I saws these Green Bags Foodsaver Bags advertised on the TV yesterday. Has anyone tried them? Do they work as advertised?

shel


----------



## kyheirloomer (Feb 1, 2007)

I saw those ads, Shel. My immediate reaction: Who the H is Debbie Meyer. They're presenting her as if she were some world-famous culinary star. If so, I must have been living under a rock, cuz I've never heard of her. 

The theory of those bags is ok. Fruit (and, to a lesser degree, vegetable) ripening is hastened by ethylene gas---which is a byproduct of the fruits themselves. Applies are one of the major producers---which is why your tomatoes will turn color faster if they are confined with an apple.

In theory, if you put the fruit in a plastic bag that's been perforated with lots of holes you'll accomplish the same thing. The open question is: Where does the ethylene go? If the bag is in the fridge, the gas remains present, and concievably passes back and forth.

I'm sure Luc can provide a more insightful answer.

More to the point, I can't think of the last fruit or vegetable I bought or grew that sat around for more than a few days. So my reaction to the bags was that they're an expensive solution to a problem I don't really have.


----------



## lentil (Sep 8, 2003)

I put slightly unripe fruit in brown paper bags. They're free!


----------



## shel (Dec 20, 2006)

The Green Bags are supposed to keep ripe fruits and vegetables in the refrigerator fresh for longer periods of time than other storage methods. It's not for "ripening" fruit - in fact, from what I understand about the Green Bag technology, the bags will prevent or dramatically slow down the ripening process.

Happy Gnu Year,

shel


----------



## shel (Dec 20, 2006)

I feel the same about this Debbie Meyer character. Perhaps I'll do a search on her name and see what turns up besides the Green Bags.

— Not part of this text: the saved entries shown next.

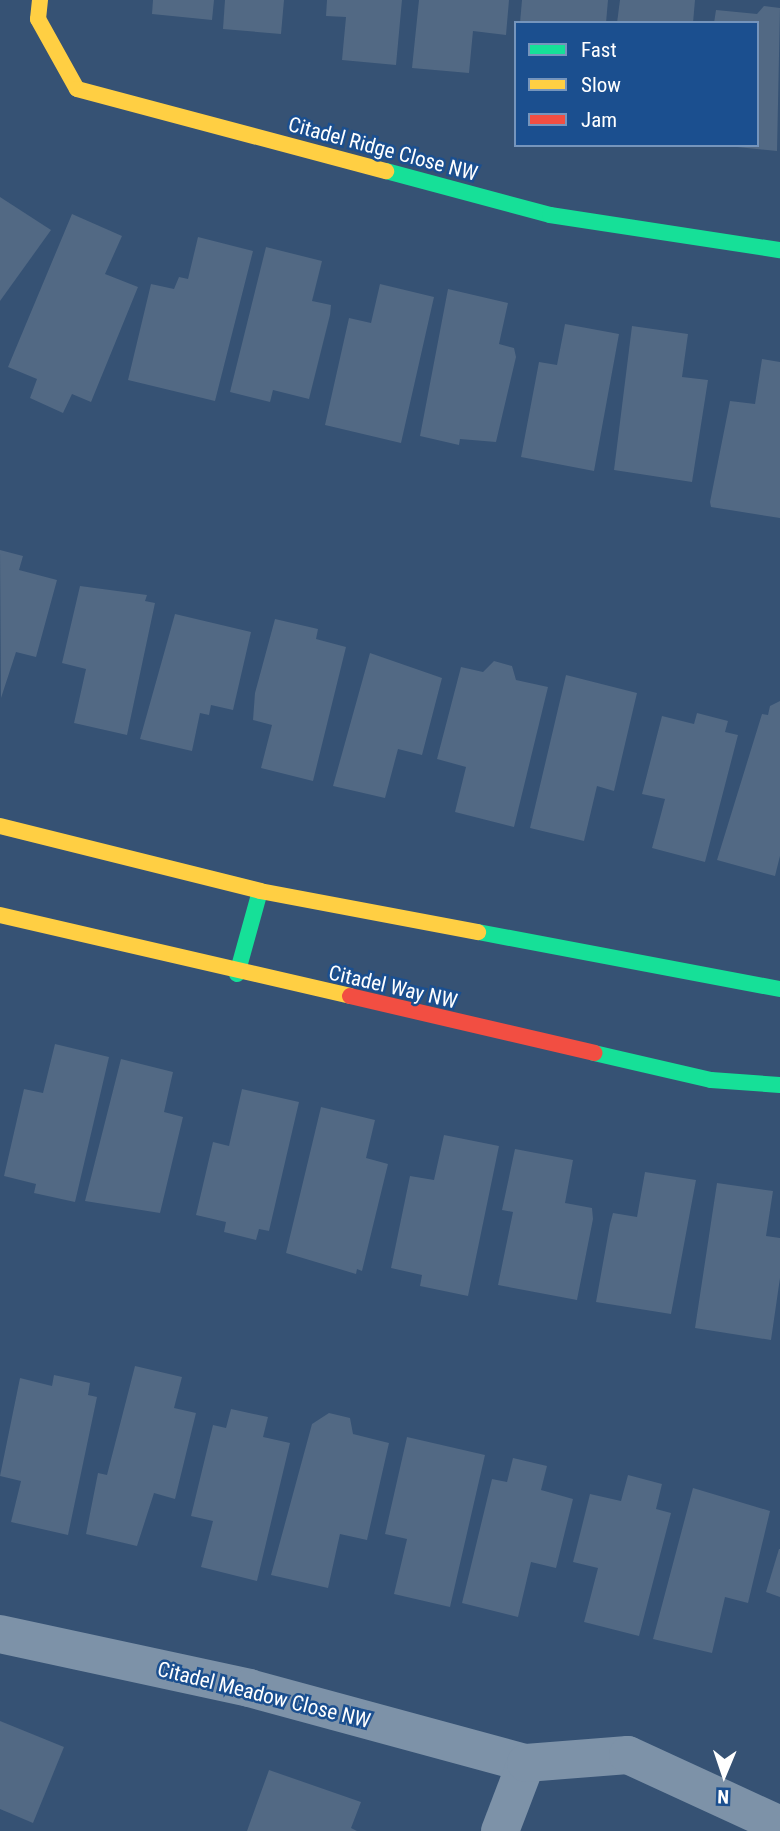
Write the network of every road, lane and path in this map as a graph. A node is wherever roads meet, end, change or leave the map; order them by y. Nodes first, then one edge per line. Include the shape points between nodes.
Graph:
1 (40, 0) edge
2 (780, 250) edge
3 (0, 826) edge
4 (260, 891) junction
5 (0, 915) edge
6 (237, 974) junction
7 (780, 989) edge
8 (780, 1085) edge
9 (0, 1634) edge
10 (526, 1763) junction
11 (780, 1825) edge
12 (500, 1831) edge

1 - 2 street, Citadel Ridge Close NW via 38,19 77,89 550,215
3 - 4 street
4 - 6 street
4 - 7 street
5 - 6 street, Citadel Way NW
6 - 8 street, Citadel Way NW via 711,1080
9 - 10 street, Citadel Meadow Close NW via 249,1688
10 - 11 street, Citadel Meadow Close NW via 628,1755
10 - 12 street

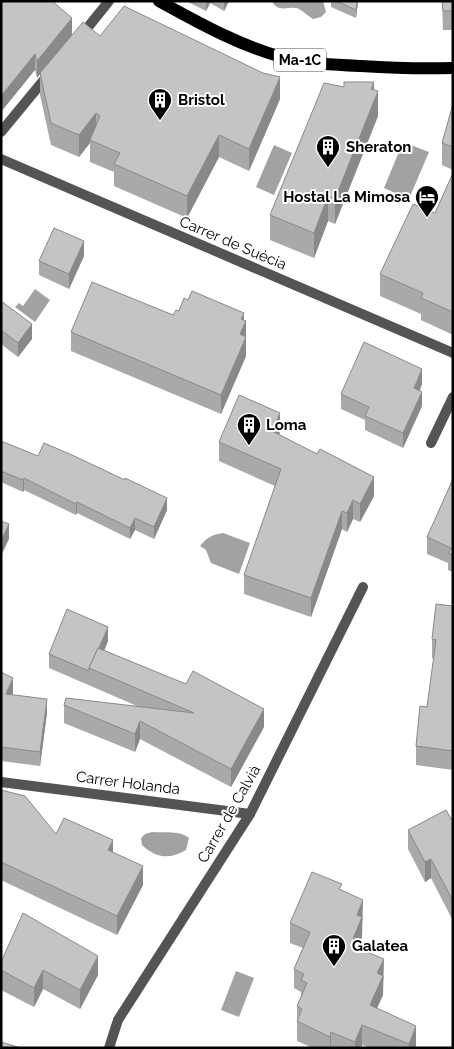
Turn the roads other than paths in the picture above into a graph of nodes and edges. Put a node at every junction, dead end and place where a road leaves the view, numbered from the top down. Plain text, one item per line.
1 (109, 1) edge
2 (159, 1) edge
3 (74, 44) edge
4 (56, 66) edge
5 (453, 68) edge
6 (1, 132) edge
7 (1, 159) edge
8 (453, 353) edge
9 (453, 397) edge
10 (431, 443) dead end
11 (363, 587) dead end
12 (1, 782) edge
13 (250, 814) junction
14 (109, 1048) edge

1 - 3 street
2 - 5 main road, Ma-1C
4 - 6 street
7 - 8 street, Carrer de Suècia
9 - 10 street
11 - 13 street, Carrer de Calvià
12 - 13 street, Carrer Holanda
13 - 14 street, Carrer de Calvià

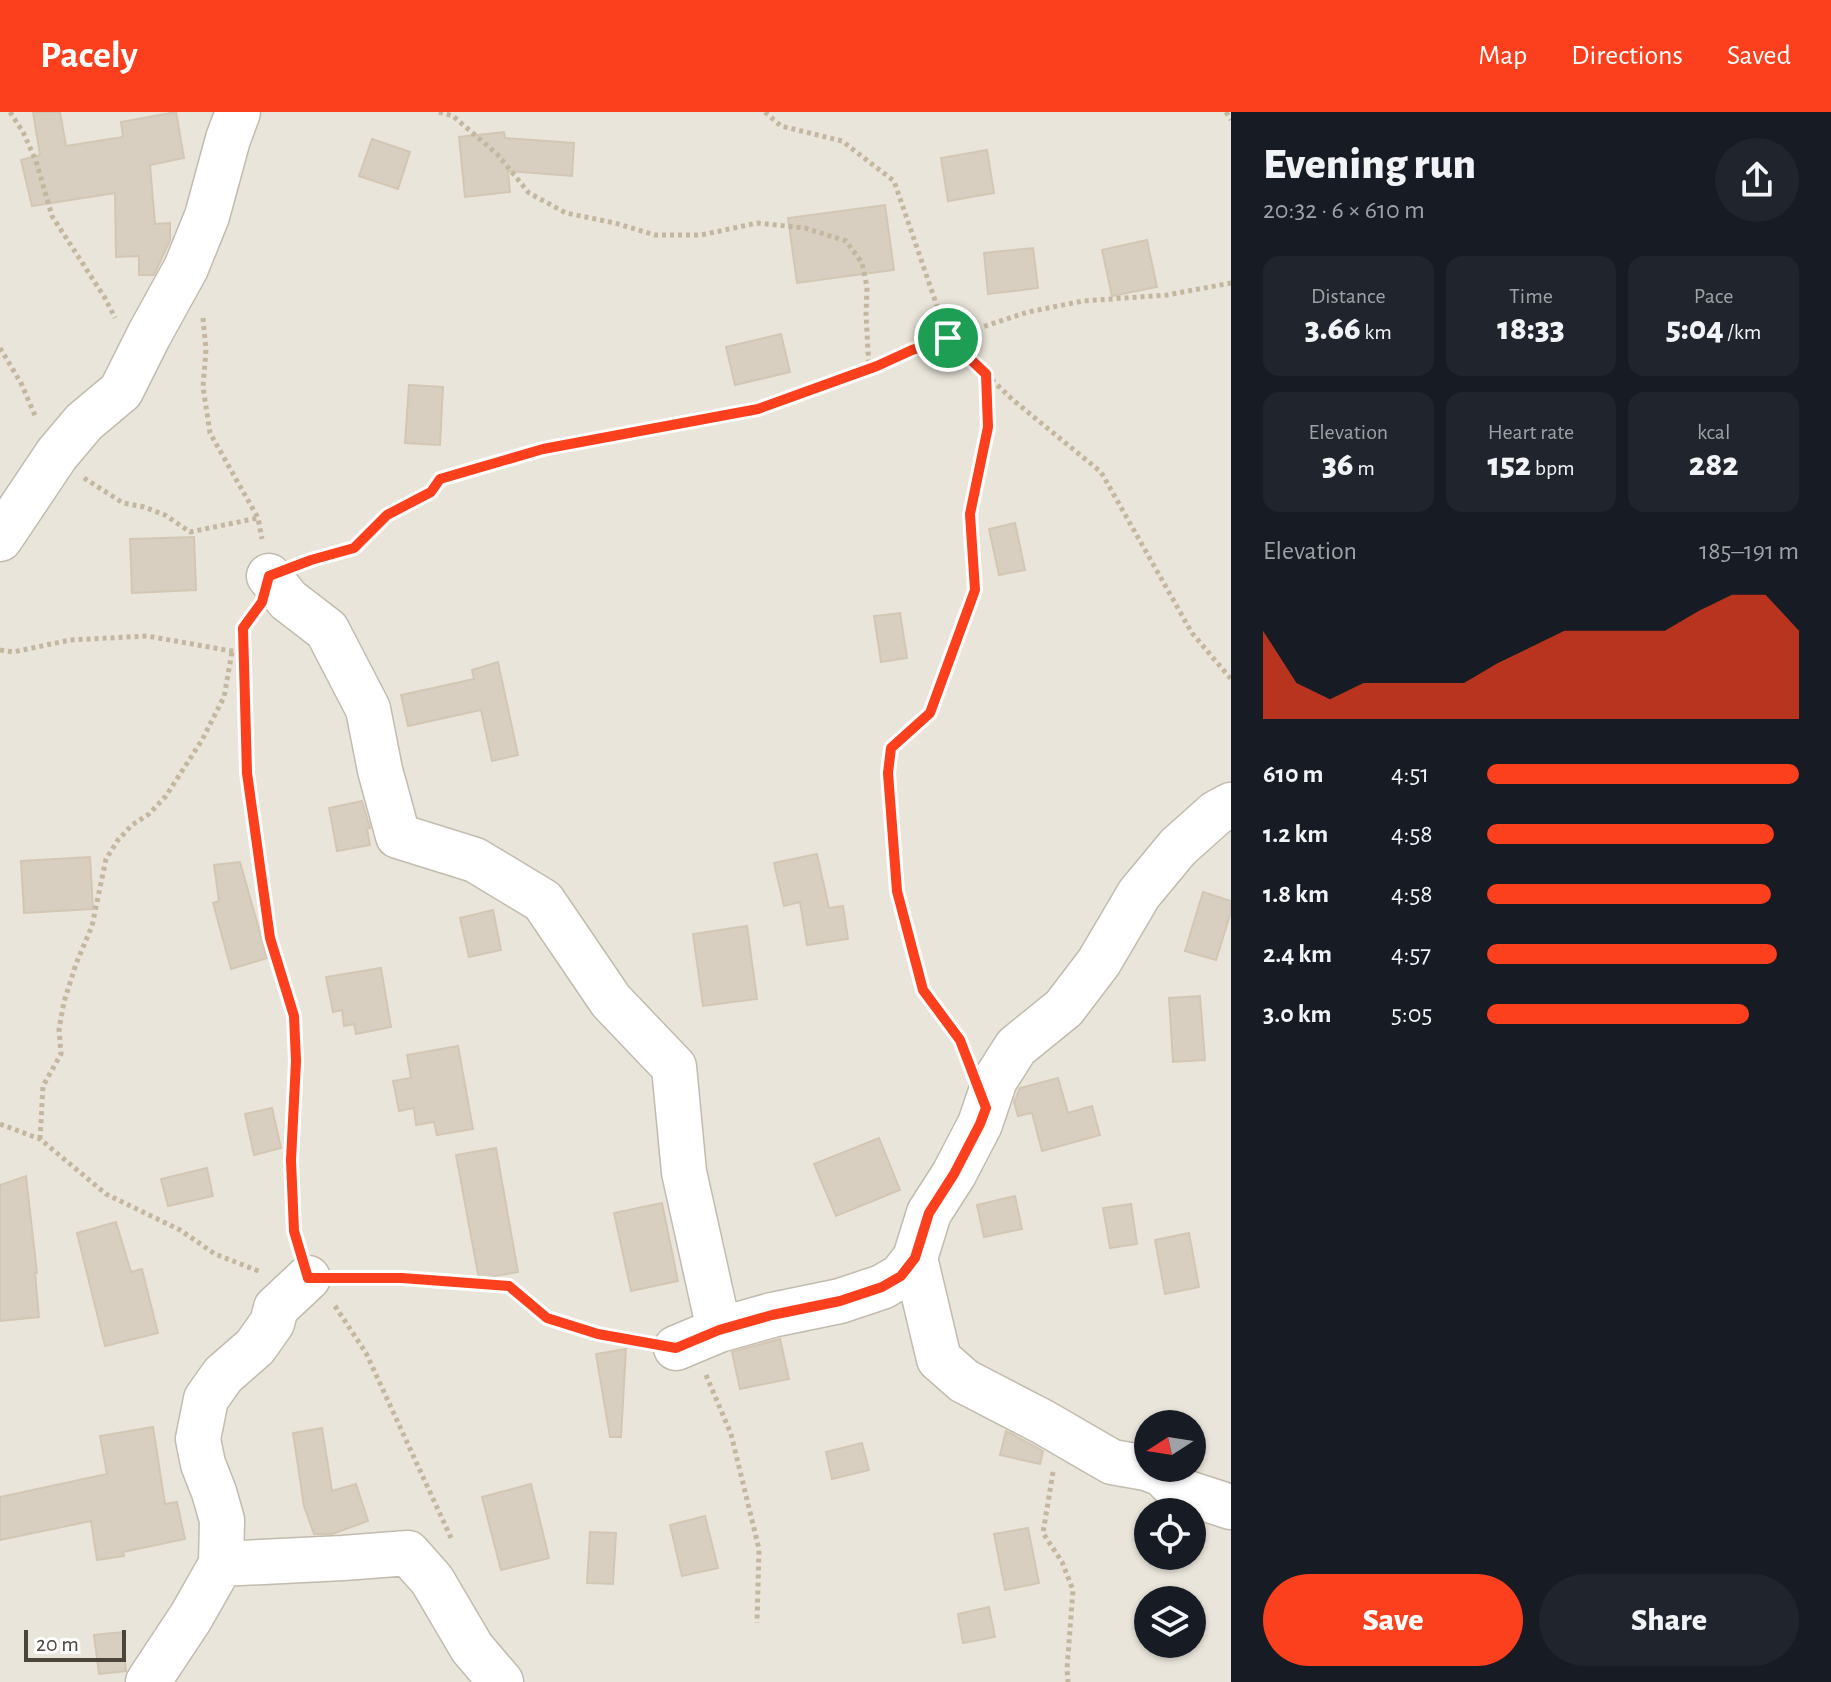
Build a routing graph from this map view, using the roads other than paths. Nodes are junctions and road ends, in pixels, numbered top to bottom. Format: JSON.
{"nodes":[{"id":1,"x":238,"y":112,"type":"edge"},
{"id":2,"x":0,"y":539,"type":"edge"},
{"id":3,"x":269,"y":576,"type":"road end"},
{"id":4,"x":1231,"y":805,"type":"edge"},
{"id":5,"x":915,"y":1258,"type":"junction"},
{"id":6,"x":308,"y":1278,"type":"road end"},
{"id":7,"x":719,"y":1330,"type":"junction"},
{"id":8,"x":676,"y":1348,"type":"road end"},
{"id":9,"x":1231,"y":1507,"type":"edge"},
{"id":10,"x":221,"y":1564,"type":"junction"},
{"id":11,"x":148,"y":1682,"type":"edge"},
{"id":12,"x":501,"y":1682,"type":"edge"}],
"edges":[{"from":1,"to":2,"type":"street"},
{"from":3,"to":7,"type":"street"},
{"from":4,"to":5,"type":"street"},
{"from":5,"to":7,"type":"street"},
{"from":5,"to":9,"type":"street"},
{"from":6,"to":10,"type":"street"},
{"from":7,"to":8,"type":"street"},
{"from":10,"to":11,"type":"street"},
{"from":10,"to":12,"type":"street"}]}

I have noticed that, as produce gets older and the gasses escape into the fridge, the gasses can sometimes impart an off taste, and certainly a smell, to whatever else is stored in the box.

My situation wrt produce is similar to yours - I buy fresh and ripe produce and use the items within a couple of days. I'm in a position where I can shop frequently, and don't use the fridge for storage. However, I have a friend who's always throwing out carrots, celery, greens, and variouis fruit. I thought if the Green Bags were any good, and really worked as advertised, I might get him a package for his birthday, which is coming up in a few weeks.

shel


----------



## bstinson (Jan 30, 2008)

My wife and I were out at Central Market in Plano, TX on Sunday and we came across the green bags (not the Debbie Meyer brand) in the store and decided to give them a try. We buy things in greater quantities sometimes and they have a tendency to go bad before they have been eaten. I will let you know how the bags worked. The pricing at Central Market was a little better than the bags advertised on TV.


----------



## fr33_mason (Jan 9, 2008)

There are three types of membranes and they are:
1. Permeable

2. Semi-permeable

3. Impermeable

What we are dealing with is a material that is a semi permeable membrane. This particular membrane is specifically engineered to allow ethylene gas to pass through and with great efficiency to the point of where it almost pulls the gases out of the enclosed bag.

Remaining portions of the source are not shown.